> _EXERCISE BRIEF_
What is needed is an exact copy of the line that contains "Quick job: Dump" and of all later lines to the end of the records below, with no other lines.

Saved entries
Segment Open
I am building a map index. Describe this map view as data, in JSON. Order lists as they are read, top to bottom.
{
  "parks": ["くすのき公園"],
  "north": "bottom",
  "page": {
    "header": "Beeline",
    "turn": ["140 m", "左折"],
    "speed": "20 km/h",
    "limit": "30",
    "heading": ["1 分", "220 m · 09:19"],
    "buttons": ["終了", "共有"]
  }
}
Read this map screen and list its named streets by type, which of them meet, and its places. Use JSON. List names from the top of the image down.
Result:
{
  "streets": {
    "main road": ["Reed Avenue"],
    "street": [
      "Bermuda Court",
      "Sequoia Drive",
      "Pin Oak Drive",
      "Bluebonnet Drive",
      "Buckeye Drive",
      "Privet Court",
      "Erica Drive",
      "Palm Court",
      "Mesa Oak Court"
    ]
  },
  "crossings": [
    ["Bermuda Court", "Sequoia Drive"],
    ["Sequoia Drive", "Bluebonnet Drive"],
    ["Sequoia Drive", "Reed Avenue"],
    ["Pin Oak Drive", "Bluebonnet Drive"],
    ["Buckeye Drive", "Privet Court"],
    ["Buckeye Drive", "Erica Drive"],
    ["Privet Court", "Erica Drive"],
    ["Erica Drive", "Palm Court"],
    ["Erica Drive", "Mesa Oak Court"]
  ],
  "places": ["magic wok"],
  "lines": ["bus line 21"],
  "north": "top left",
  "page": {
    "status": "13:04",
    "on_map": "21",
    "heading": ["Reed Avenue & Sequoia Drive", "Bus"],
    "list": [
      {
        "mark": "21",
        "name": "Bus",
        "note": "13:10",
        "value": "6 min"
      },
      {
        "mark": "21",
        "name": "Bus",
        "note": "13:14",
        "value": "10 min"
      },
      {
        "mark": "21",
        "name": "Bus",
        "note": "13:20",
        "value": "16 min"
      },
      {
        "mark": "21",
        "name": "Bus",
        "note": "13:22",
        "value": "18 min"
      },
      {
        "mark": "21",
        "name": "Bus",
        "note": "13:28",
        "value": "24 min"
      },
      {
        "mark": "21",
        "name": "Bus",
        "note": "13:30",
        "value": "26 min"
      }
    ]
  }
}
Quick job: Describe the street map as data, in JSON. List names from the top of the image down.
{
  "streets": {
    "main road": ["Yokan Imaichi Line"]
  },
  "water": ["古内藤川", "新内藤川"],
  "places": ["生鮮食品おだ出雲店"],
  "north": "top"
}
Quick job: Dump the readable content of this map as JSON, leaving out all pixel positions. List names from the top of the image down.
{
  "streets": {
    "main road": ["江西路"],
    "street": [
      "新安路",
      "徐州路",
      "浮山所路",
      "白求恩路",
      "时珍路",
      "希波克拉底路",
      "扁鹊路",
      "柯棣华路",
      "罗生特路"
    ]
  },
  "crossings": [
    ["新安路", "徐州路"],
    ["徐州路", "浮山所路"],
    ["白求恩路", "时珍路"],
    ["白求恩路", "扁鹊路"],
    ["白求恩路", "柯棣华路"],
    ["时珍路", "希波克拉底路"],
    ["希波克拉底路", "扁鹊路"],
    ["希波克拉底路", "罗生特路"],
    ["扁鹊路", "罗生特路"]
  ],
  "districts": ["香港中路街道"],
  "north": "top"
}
Segment Closed
> _OUTPUT BELOW_
Quick job: Dump the readable content of this map as JSON, leaving out all pixel positions. List names from the top of the image down.
{
  "streets": {
    "main road": ["江西路"],
    "street": [
      "新安路",
      "徐州路",
      "浮山所路",
      "白求恩路",
      "时珍路",
      "希波克拉底路",
      "扁鹊路",
      "柯棣华路",
      "罗生特路"
    ]
  },
  "crossings": [
    ["新安路", "徐州路"],
    ["徐州路", "浮山所路"],
    ["白求恩路", "时珍路"],
    ["白求恩路", "扁鹊路"],
    ["白求恩路", "柯棣华路"],
    ["时珍路", "希波克拉底路"],
    ["希波克拉底路", "扁鹊路"],
    ["希波克拉底路", "罗生特路"],
    ["扁鹊路", "罗生特路"]
  ],
  "districts": ["香港中路街道"],
  "north": "top"
}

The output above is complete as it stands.